DATA LISTING:
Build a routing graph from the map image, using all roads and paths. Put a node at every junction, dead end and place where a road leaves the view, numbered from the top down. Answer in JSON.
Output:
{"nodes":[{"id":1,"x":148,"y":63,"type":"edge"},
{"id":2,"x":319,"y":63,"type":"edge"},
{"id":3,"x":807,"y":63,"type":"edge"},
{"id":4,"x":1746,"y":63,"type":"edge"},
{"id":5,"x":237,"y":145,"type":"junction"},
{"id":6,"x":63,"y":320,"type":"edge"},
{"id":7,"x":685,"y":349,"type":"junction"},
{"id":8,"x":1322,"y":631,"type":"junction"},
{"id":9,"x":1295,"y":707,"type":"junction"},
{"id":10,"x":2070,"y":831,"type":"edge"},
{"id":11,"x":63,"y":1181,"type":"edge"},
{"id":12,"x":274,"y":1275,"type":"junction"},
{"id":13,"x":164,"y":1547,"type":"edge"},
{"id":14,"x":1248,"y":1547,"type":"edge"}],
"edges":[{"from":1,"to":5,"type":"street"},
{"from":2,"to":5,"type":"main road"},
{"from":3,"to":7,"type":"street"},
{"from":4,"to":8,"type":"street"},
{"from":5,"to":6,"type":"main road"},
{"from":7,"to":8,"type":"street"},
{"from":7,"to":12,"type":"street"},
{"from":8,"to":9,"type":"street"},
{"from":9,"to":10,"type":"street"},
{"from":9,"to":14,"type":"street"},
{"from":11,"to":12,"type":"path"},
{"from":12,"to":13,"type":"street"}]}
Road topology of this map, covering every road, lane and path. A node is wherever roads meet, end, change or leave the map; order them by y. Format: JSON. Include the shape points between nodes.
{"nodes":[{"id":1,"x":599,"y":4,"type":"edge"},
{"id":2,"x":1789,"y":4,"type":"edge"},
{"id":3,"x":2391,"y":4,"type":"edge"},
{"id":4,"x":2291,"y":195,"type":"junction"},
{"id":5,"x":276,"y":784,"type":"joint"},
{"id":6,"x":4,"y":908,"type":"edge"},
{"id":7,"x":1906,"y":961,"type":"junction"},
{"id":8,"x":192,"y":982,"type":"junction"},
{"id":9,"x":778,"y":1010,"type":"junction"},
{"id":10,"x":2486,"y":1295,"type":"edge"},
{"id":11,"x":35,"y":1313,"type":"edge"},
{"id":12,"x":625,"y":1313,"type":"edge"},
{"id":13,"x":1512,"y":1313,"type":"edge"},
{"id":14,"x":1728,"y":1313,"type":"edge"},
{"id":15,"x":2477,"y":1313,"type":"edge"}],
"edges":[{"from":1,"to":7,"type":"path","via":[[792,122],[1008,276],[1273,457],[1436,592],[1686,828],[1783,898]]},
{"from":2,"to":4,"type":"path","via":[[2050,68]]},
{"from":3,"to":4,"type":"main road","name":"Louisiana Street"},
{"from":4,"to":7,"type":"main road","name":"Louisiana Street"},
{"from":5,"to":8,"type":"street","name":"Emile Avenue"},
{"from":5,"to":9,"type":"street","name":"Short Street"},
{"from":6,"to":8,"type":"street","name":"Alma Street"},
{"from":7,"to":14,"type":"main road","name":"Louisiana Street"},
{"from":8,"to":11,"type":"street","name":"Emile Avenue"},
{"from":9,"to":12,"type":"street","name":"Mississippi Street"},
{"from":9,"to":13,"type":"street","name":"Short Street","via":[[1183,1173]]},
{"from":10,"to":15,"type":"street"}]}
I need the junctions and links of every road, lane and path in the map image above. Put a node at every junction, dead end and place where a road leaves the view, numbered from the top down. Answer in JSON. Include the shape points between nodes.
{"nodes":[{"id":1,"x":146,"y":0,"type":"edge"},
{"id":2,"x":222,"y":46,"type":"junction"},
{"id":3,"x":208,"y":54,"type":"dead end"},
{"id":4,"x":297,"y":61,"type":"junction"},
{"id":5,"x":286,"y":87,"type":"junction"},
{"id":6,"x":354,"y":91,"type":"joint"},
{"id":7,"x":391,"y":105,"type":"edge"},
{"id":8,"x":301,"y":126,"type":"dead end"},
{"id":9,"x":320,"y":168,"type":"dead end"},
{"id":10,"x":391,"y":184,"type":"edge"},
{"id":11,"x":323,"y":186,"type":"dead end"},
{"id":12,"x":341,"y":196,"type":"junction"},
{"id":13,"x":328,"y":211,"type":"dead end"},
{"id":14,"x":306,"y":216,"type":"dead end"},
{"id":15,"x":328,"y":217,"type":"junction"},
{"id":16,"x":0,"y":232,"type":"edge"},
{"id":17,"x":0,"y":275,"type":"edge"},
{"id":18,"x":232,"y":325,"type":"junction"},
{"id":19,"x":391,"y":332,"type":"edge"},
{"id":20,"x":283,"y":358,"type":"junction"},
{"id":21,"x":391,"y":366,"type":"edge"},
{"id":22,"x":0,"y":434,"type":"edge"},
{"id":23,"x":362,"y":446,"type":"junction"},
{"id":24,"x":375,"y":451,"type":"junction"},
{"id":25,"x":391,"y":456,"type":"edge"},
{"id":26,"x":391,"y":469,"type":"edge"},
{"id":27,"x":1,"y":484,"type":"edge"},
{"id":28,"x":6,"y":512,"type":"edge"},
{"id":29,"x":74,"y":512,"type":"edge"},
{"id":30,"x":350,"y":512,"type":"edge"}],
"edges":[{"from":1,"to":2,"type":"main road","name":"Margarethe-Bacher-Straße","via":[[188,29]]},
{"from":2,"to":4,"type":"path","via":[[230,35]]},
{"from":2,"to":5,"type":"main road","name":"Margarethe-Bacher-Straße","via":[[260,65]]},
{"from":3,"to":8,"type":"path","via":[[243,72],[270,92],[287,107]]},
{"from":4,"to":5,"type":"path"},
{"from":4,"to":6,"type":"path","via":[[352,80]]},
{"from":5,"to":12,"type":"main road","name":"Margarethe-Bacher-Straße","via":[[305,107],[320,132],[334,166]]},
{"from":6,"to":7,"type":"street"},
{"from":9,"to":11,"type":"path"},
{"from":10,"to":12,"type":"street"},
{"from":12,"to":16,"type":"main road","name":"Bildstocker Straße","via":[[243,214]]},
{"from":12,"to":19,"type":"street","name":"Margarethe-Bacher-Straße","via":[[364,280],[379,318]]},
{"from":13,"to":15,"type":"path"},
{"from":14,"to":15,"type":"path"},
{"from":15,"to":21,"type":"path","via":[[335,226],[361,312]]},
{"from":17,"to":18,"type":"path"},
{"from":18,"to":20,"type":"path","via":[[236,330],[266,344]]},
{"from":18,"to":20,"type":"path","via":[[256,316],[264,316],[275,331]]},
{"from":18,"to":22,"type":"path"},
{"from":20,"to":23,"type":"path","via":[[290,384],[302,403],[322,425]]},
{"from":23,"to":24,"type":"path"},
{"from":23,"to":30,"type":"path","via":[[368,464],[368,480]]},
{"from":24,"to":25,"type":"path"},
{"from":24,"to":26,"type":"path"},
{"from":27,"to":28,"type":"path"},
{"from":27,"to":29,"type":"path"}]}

WHAT THE TASK REQUIRES: Go through the data, and copy each line in which the word "image" appears.

RESPONSE TO THIS EXERCISE:
Build a routing graph from the map image, using all roads and paths. Put a node at every junction, dead end and place where a road leaves the view, numbered from the top down. Answer in JSON.
I need the junctions and links of every road, lane and path in the map image above. Put a node at every junction, dead end and place where a road leaves the view, numbered from the top down. Answer in JSON. Include the shape points between nodes.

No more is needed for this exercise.